▶ **DESCRIPTION OF THE TASK**
Where a line below holds the string "Gardens", that line goes into the answer.

▶ **SOURCE DATA**

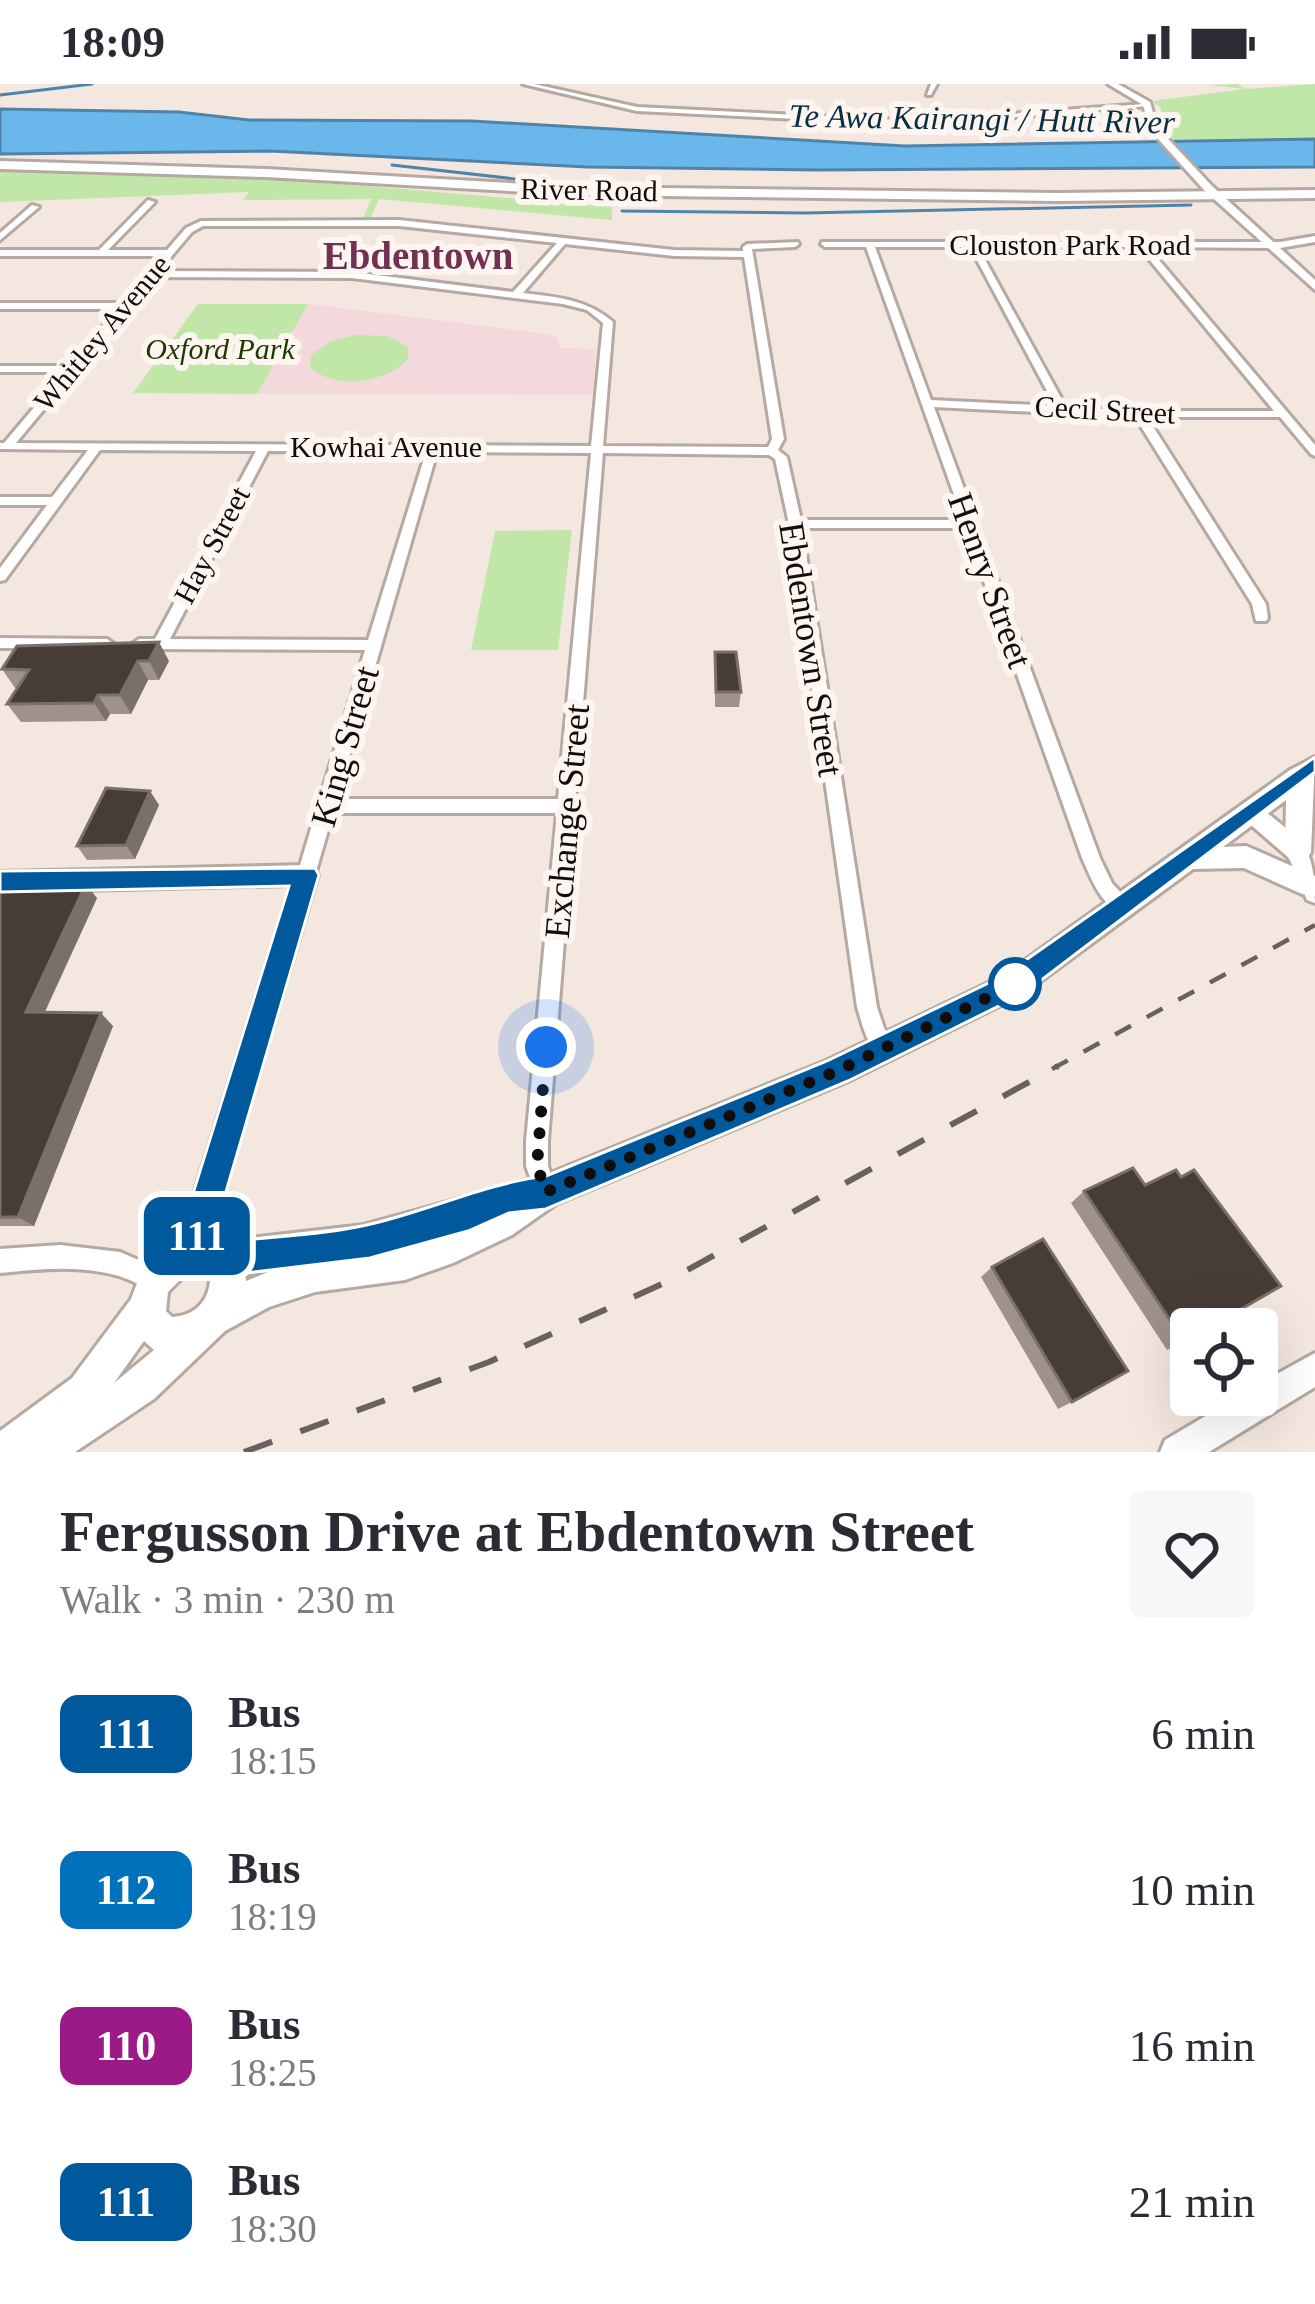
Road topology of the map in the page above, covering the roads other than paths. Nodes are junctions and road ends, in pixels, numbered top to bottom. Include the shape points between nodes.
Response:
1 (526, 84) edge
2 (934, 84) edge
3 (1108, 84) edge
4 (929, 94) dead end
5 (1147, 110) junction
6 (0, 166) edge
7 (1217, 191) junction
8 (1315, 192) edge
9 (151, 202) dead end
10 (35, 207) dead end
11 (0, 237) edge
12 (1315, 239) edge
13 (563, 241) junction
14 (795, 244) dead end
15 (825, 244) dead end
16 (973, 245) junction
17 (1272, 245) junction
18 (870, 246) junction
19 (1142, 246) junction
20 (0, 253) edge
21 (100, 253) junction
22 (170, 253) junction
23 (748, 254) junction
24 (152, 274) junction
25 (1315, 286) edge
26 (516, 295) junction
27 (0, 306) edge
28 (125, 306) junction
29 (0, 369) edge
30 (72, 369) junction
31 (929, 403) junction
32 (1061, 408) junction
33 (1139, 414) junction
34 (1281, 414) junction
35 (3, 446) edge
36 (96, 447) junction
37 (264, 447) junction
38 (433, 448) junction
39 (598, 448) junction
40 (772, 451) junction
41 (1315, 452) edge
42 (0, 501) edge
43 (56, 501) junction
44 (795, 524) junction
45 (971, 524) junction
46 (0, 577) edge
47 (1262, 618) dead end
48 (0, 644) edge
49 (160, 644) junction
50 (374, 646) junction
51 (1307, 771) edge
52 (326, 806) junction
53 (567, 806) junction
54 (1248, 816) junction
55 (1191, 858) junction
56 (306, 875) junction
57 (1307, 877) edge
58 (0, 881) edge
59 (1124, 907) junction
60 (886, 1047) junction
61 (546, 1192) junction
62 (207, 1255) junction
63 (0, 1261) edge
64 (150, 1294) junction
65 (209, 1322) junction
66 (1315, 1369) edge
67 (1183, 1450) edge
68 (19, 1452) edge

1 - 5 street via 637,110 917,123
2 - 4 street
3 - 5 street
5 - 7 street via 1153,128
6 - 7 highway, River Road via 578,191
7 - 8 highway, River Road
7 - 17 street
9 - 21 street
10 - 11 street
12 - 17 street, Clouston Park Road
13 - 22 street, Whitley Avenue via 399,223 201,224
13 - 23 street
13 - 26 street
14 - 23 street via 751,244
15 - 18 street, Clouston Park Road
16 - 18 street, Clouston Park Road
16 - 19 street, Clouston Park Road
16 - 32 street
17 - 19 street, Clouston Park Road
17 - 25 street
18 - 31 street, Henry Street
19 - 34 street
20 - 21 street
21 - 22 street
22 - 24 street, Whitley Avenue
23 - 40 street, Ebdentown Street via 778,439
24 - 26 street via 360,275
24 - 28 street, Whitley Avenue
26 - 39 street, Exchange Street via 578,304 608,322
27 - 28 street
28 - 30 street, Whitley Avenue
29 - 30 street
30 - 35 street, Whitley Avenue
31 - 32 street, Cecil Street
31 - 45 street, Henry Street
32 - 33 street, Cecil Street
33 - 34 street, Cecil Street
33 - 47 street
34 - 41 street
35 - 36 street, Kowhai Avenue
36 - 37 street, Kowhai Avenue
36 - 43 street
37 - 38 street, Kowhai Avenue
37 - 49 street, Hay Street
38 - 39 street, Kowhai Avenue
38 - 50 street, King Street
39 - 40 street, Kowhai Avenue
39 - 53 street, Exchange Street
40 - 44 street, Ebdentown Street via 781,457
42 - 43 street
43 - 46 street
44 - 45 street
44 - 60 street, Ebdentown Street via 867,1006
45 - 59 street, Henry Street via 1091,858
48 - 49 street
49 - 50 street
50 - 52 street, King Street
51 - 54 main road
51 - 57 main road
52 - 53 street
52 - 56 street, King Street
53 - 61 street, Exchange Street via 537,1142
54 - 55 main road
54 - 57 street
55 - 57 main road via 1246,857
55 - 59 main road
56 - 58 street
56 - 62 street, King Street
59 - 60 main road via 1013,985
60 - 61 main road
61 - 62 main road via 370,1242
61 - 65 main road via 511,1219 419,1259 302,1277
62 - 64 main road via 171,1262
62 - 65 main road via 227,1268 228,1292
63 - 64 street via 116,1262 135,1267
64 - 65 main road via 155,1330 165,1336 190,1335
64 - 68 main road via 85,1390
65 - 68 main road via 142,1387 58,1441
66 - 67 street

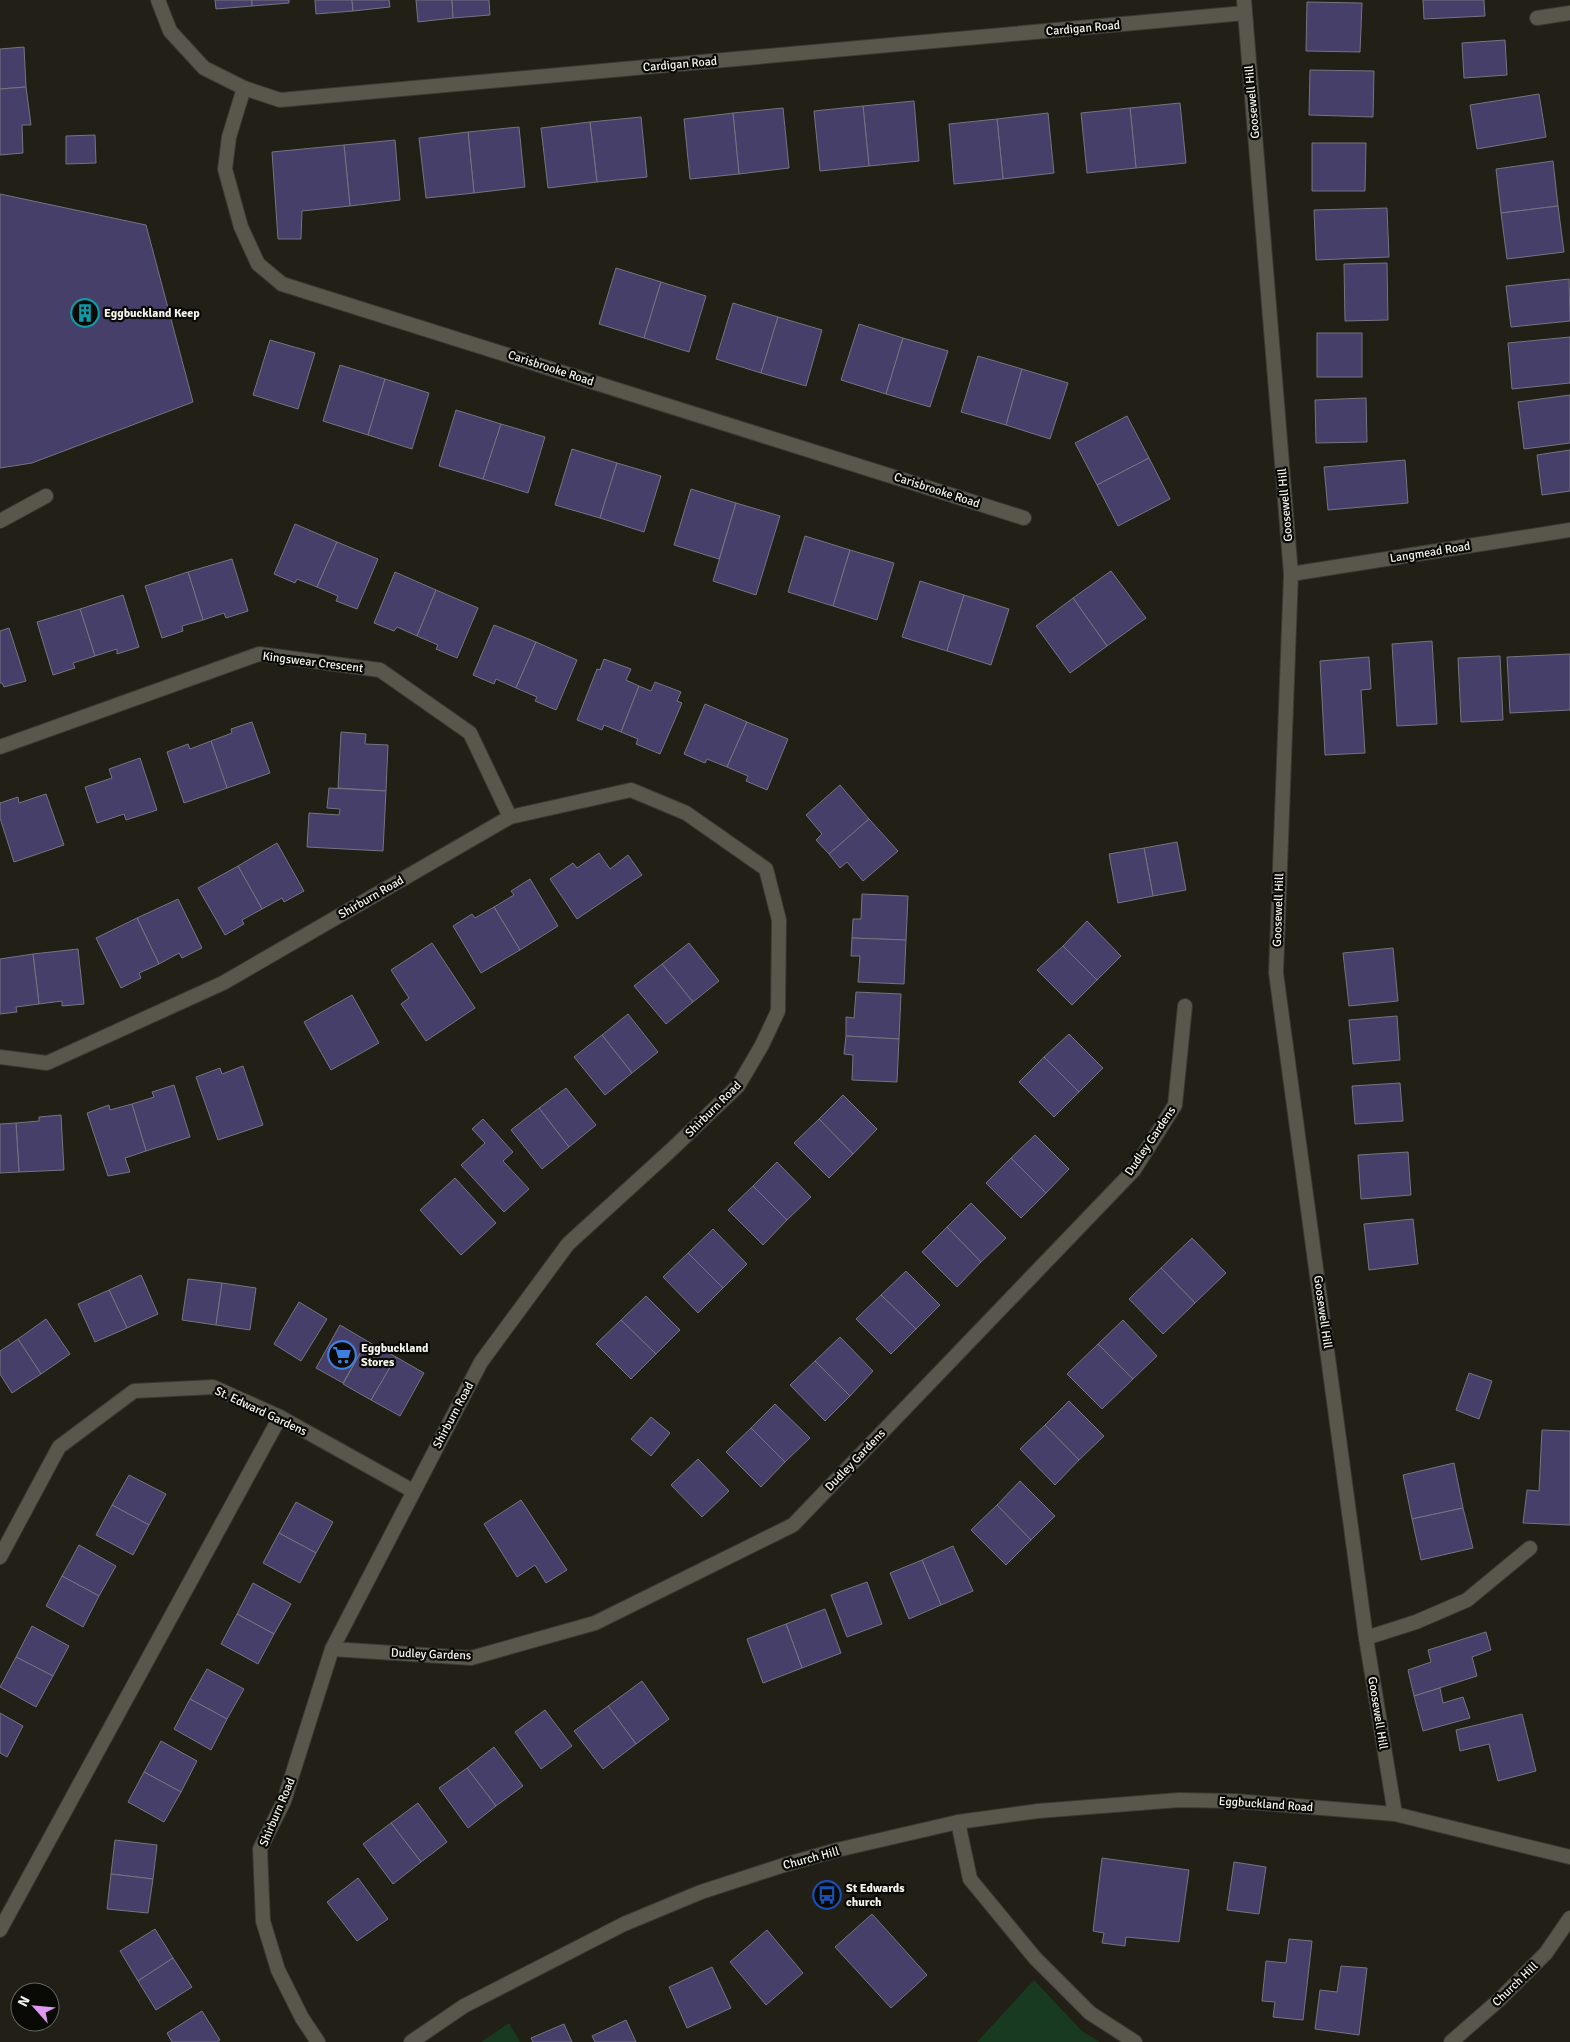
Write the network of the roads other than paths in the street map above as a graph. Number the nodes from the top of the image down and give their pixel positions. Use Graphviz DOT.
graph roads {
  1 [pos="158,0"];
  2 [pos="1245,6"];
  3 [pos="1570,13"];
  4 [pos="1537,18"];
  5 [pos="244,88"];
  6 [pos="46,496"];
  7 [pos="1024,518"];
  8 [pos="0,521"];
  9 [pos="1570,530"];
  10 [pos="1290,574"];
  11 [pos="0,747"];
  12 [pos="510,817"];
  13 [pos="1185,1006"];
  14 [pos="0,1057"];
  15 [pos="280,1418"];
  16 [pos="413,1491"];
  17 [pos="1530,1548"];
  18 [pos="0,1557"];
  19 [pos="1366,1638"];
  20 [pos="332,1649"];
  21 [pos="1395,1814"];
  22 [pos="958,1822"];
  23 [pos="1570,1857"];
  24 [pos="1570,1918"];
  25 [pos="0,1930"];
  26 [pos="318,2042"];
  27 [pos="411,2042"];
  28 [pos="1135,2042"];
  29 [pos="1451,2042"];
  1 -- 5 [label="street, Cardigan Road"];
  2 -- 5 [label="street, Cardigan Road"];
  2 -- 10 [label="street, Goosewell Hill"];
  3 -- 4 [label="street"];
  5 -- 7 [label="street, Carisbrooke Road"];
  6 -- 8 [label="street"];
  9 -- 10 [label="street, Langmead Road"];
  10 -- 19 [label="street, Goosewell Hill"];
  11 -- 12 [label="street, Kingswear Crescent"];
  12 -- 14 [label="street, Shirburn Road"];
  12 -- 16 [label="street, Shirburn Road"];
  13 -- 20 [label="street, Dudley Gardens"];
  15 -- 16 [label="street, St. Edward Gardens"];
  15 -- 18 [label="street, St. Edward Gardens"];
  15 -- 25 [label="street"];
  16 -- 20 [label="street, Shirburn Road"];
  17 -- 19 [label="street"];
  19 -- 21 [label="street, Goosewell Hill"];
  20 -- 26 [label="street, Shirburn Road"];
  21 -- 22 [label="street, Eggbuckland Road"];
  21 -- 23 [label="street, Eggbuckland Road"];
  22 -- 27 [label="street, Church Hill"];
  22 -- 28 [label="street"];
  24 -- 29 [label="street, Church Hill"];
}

▶ **OUTPUT FOR THIS EXERCISE**
  13 -- 20 [label="street, Dudley Gardens"];
  15 -- 16 [label="street, St. Edward Gardens"];
  15 -- 18 [label="street, St. Edward Gardens"];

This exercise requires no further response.